O problema acima pode ser resolvido por meio de cálculo multivariado, de onde obtemos as condições de primeira ordem

(5)   \begin{align*} \sum_{i=1}^{n} (y_i - \hat{\beta_0} - \hat{\beta_1} x_{i1} - ... - \hat{\beta_k} x_{ik}) = 0 \nonumber \\ \sum_{i=1}^{n} x_{i1} (y_i - \hat{\beta_0} - \hat{\beta_1} x_{i1} - ... - \hat{\beta_k} x_{ik}) = 0 \nonumber \\ \sum_{i=1}^{n} x_{i2}(y_i - \hat{\beta_0} - \hat{\beta_1} x_{i1} - ... - \hat{\beta_k} x_{ik}) = 0 \nonumber \\ \sum_{i=1}^{n} x_{ik}(y_i - \hat{\beta_0} - \hat{\beta_1} x_{i1} - ... - \hat{\beta_k} x_{ik}) = 0, \nonumber \end{align*}

ou simplesmente, E(u) = 0 e E(x_j u) = 0.

Interpretação da equação de regressão de MQO

Suponha, agora, que tenhamos

(6)   \begin{align*} \hat{y} = \hat{\beta_0} + \hat{\beta_1} x_1 + \hat{\beta_2} x_2. \end{align*}

O intercepto \beta_0 será então o valor previsto de y quando x_1 = x_2 = 0. Já as estimativas \hat{\beta_1} e \hat{\beta_2} devem ser interpretadas como efeito parcial ou simplesmente ceteris paribus. Isto é,

(7)   \begin{align*} \Delta \hat{y} = \hat{\beta_1} \Delta x_1 + \hat{\beta_2} \Delta x_2, \nonumber \end{align*}

de modo que obtemos a variação prevista em y dadas as variações em x_1 e x_2. Em particular, quando x_2 é mantido fixo, de modo que \Delta x_2 = 0, teremos

(8)   \begin{align*} \Delta \hat{y} = \hat{\beta_1} \Delta x_1. \nonumber \end{align*}

Ou, simplesmente,

(9)   \begin{align*} \frac{\partial \hat{y}}{\partial \hat{x_1}} = \hat{\beta_1}, \nonumber \end{align*}

onde \hat{\beta_1} irá medir o efeito da variação de x_1 em y, mantido x_2 constante.

Exemplo: equação do salário-hora

De modo a ilustrar, vamos considerar o exemplo 3.2 do livro do Wooldridge, em que o mesmo utiliza o conjunto de dados wage1, disponível no pacote wooldridge. Ele pode ser acessado como abaixo.


data(wage1, package='wooldridge')

De posse desse conjunto de dados, você pode estimar o modelo abaixo:


lm(log(wage) ~ educ+exper+tenure, data=wage1)

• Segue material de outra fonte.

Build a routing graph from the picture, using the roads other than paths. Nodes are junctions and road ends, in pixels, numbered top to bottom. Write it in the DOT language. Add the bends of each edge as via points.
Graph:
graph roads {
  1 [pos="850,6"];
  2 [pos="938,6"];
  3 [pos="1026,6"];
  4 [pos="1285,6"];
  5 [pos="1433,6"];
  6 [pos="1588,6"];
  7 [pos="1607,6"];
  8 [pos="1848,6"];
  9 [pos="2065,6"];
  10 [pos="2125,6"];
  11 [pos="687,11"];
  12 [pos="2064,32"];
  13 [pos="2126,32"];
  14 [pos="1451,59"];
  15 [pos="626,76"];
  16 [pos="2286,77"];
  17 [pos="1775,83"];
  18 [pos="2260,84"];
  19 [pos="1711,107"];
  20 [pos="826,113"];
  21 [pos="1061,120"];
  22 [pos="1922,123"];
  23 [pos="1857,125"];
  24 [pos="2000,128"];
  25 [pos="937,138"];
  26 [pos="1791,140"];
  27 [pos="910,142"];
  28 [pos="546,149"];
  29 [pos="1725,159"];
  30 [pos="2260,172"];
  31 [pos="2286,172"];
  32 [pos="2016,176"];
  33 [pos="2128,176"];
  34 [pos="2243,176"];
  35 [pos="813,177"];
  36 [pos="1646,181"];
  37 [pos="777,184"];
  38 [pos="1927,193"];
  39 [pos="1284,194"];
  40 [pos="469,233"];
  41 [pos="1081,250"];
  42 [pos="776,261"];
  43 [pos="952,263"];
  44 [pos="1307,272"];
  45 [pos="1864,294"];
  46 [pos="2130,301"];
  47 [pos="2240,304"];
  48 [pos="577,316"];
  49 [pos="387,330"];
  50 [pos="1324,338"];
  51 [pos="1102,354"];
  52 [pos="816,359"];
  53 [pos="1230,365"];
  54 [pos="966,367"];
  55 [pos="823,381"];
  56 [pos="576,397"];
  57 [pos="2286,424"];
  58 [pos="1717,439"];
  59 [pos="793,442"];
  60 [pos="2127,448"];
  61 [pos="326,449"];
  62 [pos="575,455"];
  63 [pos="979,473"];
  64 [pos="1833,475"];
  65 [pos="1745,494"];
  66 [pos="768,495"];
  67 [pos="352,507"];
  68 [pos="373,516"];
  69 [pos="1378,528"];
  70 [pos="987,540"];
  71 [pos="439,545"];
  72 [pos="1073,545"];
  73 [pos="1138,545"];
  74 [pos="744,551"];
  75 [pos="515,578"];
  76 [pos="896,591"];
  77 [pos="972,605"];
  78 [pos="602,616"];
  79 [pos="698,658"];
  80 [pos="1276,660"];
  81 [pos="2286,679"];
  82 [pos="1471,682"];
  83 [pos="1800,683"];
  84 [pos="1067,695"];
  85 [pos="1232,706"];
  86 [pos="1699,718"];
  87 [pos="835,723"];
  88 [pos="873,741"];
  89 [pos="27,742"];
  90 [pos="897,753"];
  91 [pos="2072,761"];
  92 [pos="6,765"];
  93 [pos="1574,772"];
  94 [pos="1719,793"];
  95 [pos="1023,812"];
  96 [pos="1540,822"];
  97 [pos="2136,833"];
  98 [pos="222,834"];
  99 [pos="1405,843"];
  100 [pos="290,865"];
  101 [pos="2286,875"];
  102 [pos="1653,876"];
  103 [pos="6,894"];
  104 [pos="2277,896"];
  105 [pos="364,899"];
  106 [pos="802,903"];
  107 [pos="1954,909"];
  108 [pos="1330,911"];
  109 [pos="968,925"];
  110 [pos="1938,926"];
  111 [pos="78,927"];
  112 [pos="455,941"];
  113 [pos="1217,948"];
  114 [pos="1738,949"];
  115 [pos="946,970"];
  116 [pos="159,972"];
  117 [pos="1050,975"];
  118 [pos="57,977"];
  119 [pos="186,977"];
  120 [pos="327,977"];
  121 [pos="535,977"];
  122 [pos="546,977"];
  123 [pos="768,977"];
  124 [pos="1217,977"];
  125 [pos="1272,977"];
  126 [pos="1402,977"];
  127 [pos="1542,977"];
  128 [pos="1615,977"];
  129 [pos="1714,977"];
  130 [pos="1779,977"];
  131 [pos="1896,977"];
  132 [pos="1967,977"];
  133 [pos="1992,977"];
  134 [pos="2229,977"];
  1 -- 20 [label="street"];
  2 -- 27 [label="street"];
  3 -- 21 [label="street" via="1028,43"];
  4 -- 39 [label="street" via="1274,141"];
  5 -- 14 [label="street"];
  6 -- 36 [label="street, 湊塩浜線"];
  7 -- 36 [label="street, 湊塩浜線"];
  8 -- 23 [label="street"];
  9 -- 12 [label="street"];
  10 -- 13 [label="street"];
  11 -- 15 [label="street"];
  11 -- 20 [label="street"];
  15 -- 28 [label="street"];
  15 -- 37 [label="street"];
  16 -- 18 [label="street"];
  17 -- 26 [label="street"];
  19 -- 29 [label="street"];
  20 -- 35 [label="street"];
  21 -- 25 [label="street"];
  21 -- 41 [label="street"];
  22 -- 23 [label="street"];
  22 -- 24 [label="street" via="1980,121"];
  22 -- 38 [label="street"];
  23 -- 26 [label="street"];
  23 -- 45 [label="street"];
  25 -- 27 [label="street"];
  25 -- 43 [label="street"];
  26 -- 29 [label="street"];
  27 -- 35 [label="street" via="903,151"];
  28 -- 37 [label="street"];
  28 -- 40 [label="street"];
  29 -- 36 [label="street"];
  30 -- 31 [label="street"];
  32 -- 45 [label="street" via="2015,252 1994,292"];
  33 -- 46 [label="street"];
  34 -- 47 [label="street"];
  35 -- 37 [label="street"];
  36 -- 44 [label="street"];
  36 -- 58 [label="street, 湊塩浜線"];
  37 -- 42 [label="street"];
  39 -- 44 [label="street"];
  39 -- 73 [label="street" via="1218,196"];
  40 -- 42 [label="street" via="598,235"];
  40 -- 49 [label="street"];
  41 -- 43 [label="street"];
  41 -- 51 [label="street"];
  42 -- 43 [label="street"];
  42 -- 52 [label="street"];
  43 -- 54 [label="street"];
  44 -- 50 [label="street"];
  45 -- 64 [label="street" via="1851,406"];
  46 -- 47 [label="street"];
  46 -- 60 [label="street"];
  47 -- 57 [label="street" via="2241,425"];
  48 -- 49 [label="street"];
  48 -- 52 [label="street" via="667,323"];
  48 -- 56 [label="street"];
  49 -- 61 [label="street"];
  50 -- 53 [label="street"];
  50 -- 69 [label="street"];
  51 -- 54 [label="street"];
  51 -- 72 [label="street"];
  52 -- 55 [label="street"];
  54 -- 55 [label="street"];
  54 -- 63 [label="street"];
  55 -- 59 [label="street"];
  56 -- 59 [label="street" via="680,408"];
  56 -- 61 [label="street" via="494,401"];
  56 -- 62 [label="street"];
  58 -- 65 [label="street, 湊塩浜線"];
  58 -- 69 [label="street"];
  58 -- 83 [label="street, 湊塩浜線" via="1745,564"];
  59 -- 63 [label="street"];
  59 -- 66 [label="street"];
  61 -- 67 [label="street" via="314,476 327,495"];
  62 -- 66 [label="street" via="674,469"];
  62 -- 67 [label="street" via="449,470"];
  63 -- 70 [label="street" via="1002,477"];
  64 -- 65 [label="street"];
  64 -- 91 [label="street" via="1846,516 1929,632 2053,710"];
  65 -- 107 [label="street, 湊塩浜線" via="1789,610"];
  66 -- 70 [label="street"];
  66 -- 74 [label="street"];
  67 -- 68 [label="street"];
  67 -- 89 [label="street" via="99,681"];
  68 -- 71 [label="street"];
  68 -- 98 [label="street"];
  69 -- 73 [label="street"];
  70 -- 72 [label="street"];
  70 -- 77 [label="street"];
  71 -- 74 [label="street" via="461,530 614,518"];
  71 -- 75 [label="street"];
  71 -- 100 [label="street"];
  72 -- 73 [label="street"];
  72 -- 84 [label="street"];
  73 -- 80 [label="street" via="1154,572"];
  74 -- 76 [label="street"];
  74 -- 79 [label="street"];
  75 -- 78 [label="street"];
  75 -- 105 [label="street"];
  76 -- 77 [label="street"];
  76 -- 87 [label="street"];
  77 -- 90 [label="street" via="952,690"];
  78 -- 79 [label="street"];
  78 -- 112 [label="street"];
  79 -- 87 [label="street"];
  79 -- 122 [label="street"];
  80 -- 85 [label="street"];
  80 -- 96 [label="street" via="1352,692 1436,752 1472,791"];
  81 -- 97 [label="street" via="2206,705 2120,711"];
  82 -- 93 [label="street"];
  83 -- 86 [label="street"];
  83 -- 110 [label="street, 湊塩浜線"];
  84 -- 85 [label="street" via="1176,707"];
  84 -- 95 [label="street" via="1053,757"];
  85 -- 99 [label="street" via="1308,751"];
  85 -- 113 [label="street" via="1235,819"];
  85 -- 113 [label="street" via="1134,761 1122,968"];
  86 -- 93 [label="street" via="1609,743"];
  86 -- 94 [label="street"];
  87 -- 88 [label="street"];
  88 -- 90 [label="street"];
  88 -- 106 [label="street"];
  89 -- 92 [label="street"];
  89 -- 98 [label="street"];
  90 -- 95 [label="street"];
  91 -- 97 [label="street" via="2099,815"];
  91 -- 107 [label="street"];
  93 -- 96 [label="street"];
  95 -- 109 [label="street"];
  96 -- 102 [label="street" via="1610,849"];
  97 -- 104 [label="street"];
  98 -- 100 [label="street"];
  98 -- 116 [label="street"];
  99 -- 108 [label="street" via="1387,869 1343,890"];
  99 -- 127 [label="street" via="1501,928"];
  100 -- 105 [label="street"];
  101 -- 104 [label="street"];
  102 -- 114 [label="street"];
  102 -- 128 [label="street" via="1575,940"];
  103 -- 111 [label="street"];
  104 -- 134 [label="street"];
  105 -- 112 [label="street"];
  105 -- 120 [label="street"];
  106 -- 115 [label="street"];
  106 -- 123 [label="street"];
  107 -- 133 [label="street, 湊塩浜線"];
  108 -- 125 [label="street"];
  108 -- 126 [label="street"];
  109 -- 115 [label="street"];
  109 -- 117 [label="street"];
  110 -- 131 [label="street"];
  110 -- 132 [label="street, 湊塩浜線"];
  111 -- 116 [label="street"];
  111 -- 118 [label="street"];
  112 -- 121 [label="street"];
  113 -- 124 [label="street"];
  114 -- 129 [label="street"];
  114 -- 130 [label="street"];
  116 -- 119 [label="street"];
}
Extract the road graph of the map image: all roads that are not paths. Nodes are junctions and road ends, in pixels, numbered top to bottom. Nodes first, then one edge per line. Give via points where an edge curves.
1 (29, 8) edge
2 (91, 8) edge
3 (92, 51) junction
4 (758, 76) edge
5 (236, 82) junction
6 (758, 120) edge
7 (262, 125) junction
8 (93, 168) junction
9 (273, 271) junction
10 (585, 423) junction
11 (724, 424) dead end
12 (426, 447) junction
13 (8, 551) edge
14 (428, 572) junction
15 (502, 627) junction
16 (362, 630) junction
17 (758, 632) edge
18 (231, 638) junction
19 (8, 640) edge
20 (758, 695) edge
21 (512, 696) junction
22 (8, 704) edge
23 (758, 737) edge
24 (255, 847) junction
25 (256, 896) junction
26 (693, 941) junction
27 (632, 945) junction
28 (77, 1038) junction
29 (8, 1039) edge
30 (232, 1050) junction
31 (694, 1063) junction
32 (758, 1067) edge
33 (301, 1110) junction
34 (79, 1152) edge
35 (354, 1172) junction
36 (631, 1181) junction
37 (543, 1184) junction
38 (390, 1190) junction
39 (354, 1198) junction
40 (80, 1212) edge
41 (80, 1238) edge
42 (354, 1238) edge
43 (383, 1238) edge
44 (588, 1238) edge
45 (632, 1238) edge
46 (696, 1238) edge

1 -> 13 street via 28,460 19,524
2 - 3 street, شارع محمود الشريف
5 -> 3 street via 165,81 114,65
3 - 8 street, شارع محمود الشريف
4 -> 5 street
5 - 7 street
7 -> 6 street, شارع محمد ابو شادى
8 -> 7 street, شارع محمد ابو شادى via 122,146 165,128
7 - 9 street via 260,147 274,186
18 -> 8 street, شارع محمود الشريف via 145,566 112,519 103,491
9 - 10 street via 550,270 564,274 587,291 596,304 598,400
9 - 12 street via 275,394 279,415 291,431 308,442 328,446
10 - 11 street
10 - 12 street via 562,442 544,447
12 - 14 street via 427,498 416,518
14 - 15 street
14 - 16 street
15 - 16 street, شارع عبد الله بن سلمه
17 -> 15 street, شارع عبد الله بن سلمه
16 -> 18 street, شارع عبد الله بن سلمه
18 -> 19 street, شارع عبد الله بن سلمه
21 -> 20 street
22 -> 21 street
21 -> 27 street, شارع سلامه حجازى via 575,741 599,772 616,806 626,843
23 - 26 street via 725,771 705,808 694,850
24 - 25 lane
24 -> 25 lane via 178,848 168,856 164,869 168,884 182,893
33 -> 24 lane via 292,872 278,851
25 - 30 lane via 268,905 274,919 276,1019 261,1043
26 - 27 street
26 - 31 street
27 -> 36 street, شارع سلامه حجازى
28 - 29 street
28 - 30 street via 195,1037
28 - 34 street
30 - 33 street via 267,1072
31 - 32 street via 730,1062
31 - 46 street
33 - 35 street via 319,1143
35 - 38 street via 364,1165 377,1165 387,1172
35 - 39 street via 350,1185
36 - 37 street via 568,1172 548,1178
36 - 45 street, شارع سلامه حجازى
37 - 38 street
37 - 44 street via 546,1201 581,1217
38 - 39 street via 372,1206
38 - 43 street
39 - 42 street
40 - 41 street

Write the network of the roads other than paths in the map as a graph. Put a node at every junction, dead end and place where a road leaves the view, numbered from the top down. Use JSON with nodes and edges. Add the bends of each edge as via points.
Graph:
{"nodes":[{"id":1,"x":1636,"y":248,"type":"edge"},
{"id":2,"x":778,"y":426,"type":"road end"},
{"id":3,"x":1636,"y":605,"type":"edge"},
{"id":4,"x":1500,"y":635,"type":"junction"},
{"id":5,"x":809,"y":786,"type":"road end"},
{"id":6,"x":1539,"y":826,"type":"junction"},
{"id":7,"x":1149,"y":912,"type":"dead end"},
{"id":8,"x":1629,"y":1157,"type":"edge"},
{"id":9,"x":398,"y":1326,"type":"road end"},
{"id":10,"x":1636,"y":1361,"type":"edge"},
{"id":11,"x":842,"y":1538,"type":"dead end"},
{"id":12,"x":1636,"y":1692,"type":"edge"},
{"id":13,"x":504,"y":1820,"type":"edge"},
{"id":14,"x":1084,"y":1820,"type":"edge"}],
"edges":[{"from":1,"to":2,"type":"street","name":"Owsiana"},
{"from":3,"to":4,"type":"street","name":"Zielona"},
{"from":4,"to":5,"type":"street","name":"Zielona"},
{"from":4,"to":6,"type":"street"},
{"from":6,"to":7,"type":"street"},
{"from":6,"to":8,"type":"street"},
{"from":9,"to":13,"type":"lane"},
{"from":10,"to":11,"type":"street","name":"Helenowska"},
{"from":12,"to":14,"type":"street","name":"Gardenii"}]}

De modo a obter a seguinte reta de regressão para o log do salário-hora

(10)   \begin{align*} \hat{log(wage)} = 0.284 + 0.092 educ + 0.0041 exper + 0.022 tenure. \end{align*}

De onde se conclui, por exemplo, que o aumento de um ano na educação formal equivale a um aumento de 9.2\% no salário-hora, mantidos exper e tenure fixos.